======== Provided records

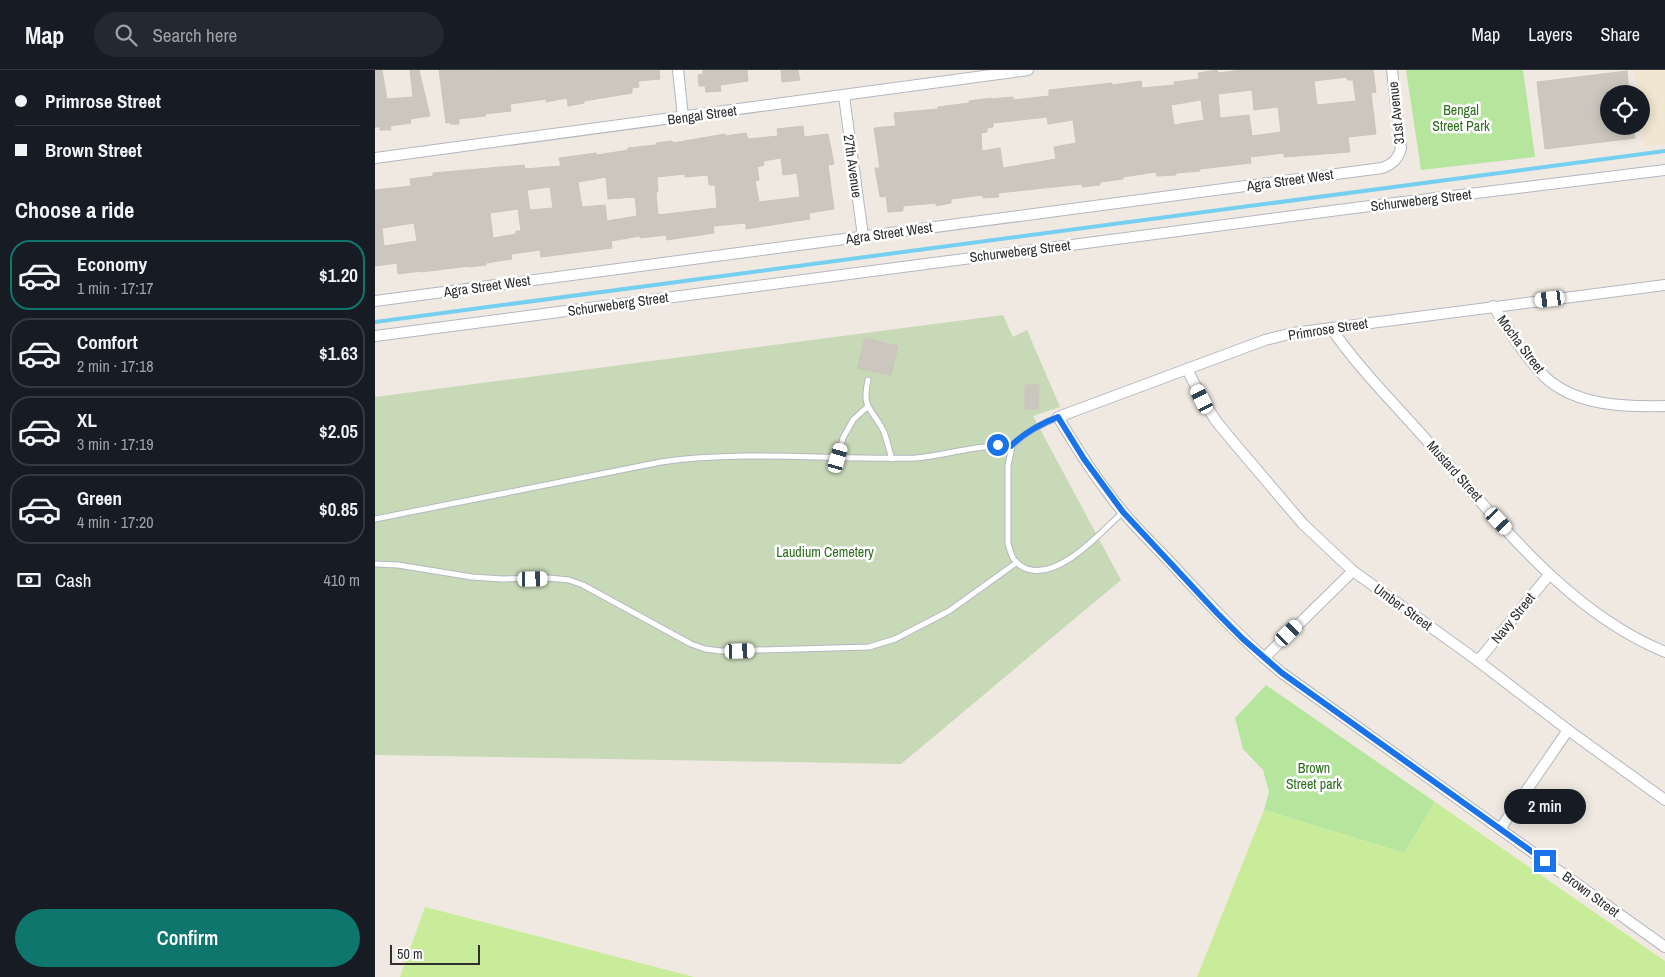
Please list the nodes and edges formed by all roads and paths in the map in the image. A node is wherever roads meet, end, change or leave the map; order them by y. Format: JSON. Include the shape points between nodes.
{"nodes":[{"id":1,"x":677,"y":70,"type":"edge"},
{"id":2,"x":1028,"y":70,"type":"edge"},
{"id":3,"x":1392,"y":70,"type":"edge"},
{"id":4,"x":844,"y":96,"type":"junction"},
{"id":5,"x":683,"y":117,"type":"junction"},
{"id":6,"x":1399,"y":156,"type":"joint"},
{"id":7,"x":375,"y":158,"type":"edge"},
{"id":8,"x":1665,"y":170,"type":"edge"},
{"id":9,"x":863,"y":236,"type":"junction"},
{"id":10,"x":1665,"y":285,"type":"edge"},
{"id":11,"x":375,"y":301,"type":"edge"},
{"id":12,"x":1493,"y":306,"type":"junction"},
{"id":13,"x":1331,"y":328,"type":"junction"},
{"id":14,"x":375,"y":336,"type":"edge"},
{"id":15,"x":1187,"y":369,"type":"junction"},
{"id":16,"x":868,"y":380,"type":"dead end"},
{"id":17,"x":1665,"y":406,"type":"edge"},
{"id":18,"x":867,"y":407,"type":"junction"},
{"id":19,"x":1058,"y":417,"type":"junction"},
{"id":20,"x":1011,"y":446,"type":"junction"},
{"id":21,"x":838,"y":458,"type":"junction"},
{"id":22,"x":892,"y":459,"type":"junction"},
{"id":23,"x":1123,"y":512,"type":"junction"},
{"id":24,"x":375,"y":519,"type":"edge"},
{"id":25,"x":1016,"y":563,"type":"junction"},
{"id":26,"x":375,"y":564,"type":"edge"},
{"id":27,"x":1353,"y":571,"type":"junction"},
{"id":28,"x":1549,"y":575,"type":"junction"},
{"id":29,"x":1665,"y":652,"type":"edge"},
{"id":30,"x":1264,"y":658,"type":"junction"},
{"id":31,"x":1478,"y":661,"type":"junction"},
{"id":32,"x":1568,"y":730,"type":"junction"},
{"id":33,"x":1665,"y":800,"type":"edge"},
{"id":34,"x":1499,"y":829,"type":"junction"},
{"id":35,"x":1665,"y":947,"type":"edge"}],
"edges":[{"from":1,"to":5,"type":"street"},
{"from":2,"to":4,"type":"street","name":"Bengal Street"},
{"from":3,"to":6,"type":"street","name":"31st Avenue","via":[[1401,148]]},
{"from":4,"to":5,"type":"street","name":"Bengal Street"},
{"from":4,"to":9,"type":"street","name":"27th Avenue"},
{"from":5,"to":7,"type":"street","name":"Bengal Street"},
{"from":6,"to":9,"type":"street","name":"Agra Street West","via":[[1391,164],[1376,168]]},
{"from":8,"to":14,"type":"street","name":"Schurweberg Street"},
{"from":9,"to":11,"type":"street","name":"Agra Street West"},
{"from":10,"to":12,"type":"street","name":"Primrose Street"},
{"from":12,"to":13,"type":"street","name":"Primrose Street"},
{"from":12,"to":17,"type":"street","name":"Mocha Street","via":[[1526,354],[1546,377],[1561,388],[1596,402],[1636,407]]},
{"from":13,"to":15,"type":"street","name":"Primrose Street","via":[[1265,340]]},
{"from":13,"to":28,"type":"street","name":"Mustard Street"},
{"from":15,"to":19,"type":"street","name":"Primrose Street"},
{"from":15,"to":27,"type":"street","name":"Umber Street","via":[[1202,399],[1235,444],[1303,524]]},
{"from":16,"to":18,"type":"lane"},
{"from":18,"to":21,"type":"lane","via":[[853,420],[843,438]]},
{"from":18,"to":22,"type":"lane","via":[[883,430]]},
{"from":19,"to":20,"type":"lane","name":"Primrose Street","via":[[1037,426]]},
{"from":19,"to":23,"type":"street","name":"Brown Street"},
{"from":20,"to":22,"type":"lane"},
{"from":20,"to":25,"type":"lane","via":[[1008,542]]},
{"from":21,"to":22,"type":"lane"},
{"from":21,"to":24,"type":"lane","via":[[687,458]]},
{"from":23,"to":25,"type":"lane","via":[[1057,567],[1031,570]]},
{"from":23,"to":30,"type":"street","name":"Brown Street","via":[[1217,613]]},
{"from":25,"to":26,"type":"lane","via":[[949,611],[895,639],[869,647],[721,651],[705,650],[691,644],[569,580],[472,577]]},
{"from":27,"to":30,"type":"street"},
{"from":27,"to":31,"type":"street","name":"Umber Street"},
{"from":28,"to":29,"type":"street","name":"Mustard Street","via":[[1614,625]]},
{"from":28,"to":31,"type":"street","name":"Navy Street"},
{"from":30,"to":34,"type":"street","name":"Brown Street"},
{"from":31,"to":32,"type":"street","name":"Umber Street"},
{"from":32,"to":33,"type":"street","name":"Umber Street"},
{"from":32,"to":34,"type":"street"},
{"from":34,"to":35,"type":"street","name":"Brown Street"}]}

================

### Work instructions
The copy you write must hold every record verbatim and none of the pictures.

### Response below
Please list the nodes and edges formed by all roads and paths in the map in the image. A node is wherever roads meet, end, change or leave the map; order them by y. Format: JSON. Include the shape points between nodes.
{"nodes":[{"id":1,"x":677,"y":70,"type":"edge"},
{"id":2,"x":1028,"y":70,"type":"edge"},
{"id":3,"x":1392,"y":70,"type":"edge"},
{"id":4,"x":844,"y":96,"type":"junction"},
{"id":5,"x":683,"y":117,"type":"junction"},
{"id":6,"x":1399,"y":156,"type":"joint"},
{"id":7,"x":375,"y":158,"type":"edge"},
{"id":8,"x":1665,"y":170,"type":"edge"},
{"id":9,"x":863,"y":236,"type":"junction"},
{"id":10,"x":1665,"y":285,"type":"edge"},
{"id":11,"x":375,"y":301,"type":"edge"},
{"id":12,"x":1493,"y":306,"type":"junction"},
{"id":13,"x":1331,"y":328,"type":"junction"},
{"id":14,"x":375,"y":336,"type":"edge"},
{"id":15,"x":1187,"y":369,"type":"junction"},
{"id":16,"x":868,"y":380,"type":"dead end"},
{"id":17,"x":1665,"y":406,"type":"edge"},
{"id":18,"x":867,"y":407,"type":"junction"},
{"id":19,"x":1058,"y":417,"type":"junction"},
{"id":20,"x":1011,"y":446,"type":"junction"},
{"id":21,"x":838,"y":458,"type":"junction"},
{"id":22,"x":892,"y":459,"type":"junction"},
{"id":23,"x":1123,"y":512,"type":"junction"},
{"id":24,"x":375,"y":519,"type":"edge"},
{"id":25,"x":1016,"y":563,"type":"junction"},
{"id":26,"x":375,"y":564,"type":"edge"},
{"id":27,"x":1353,"y":571,"type":"junction"},
{"id":28,"x":1549,"y":575,"type":"junction"},
{"id":29,"x":1665,"y":652,"type":"edge"},
{"id":30,"x":1264,"y":658,"type":"junction"},
{"id":31,"x":1478,"y":661,"type":"junction"},
{"id":32,"x":1568,"y":730,"type":"junction"},
{"id":33,"x":1665,"y":800,"type":"edge"},
{"id":34,"x":1499,"y":829,"type":"junction"},
{"id":35,"x":1665,"y":947,"type":"edge"}],
"edges":[{"from":1,"to":5,"type":"street"},
{"from":2,"to":4,"type":"street","name":"Bengal Street"},
{"from":3,"to":6,"type":"street","name":"31st Avenue","via":[[1401,148]]},
{"from":4,"to":5,"type":"street","name":"Bengal Street"},
{"from":4,"to":9,"type":"street","name":"27th Avenue"},
{"from":5,"to":7,"type":"street","name":"Bengal Street"},
{"from":6,"to":9,"type":"street","name":"Agra Street West","via":[[1391,164],[1376,168]]},
{"from":8,"to":14,"type":"street","name":"Schurweberg Street"},
{"from":9,"to":11,"type":"street","name":"Agra Street West"},
{"from":10,"to":12,"type":"street","name":"Primrose Street"},
{"from":12,"to":13,"type":"street","name":"Primrose Street"},
{"from":12,"to":17,"type":"street","name":"Mocha Street","via":[[1526,354],[1546,377],[1561,388],[1596,402],[1636,407]]},
{"from":13,"to":15,"type":"street","name":"Primrose Street","via":[[1265,340]]},
{"from":13,"to":28,"type":"street","name":"Mustard Street"},
{"from":15,"to":19,"type":"street","name":"Primrose Street"},
{"from":15,"to":27,"type":"street","name":"Umber Street","via":[[1202,399],[1235,444],[1303,524]]},
{"from":16,"to":18,"type":"lane"},
{"from":18,"to":21,"type":"lane","via":[[853,420],[843,438]]},
{"from":18,"to":22,"type":"lane","via":[[883,430]]},
{"from":19,"to":20,"type":"lane","name":"Primrose Street","via":[[1037,426]]},
{"from":19,"to":23,"type":"street","name":"Brown Street"},
{"from":20,"to":22,"type":"lane"},
{"from":20,"to":25,"type":"lane","via":[[1008,542]]},
{"from":21,"to":22,"type":"lane"},
{"from":21,"to":24,"type":"lane","via":[[687,458]]},
{"from":23,"to":25,"type":"lane","via":[[1057,567],[1031,570]]},
{"from":23,"to":30,"type":"street","name":"Brown Street","via":[[1217,613]]},
{"from":25,"to":26,"type":"lane","via":[[949,611],[895,639],[869,647],[721,651],[705,650],[691,644],[569,580],[472,577]]},
{"from":27,"to":30,"type":"street"},
{"from":27,"to":31,"type":"street","name":"Umber Street"},
{"from":28,"to":29,"type":"street","name":"Mustard Street","via":[[1614,625]]},
{"from":28,"to":31,"type":"street","name":"Navy Street"},
{"from":30,"to":34,"type":"street","name":"Brown Street"},
{"from":31,"to":32,"type":"street","name":"Umber Street"},
{"from":32,"to":33,"type":"street","name":"Umber Street"},
{"from":32,"to":34,"type":"street"},
{"from":34,"to":35,"type":"street","name":"Brown Street"}]}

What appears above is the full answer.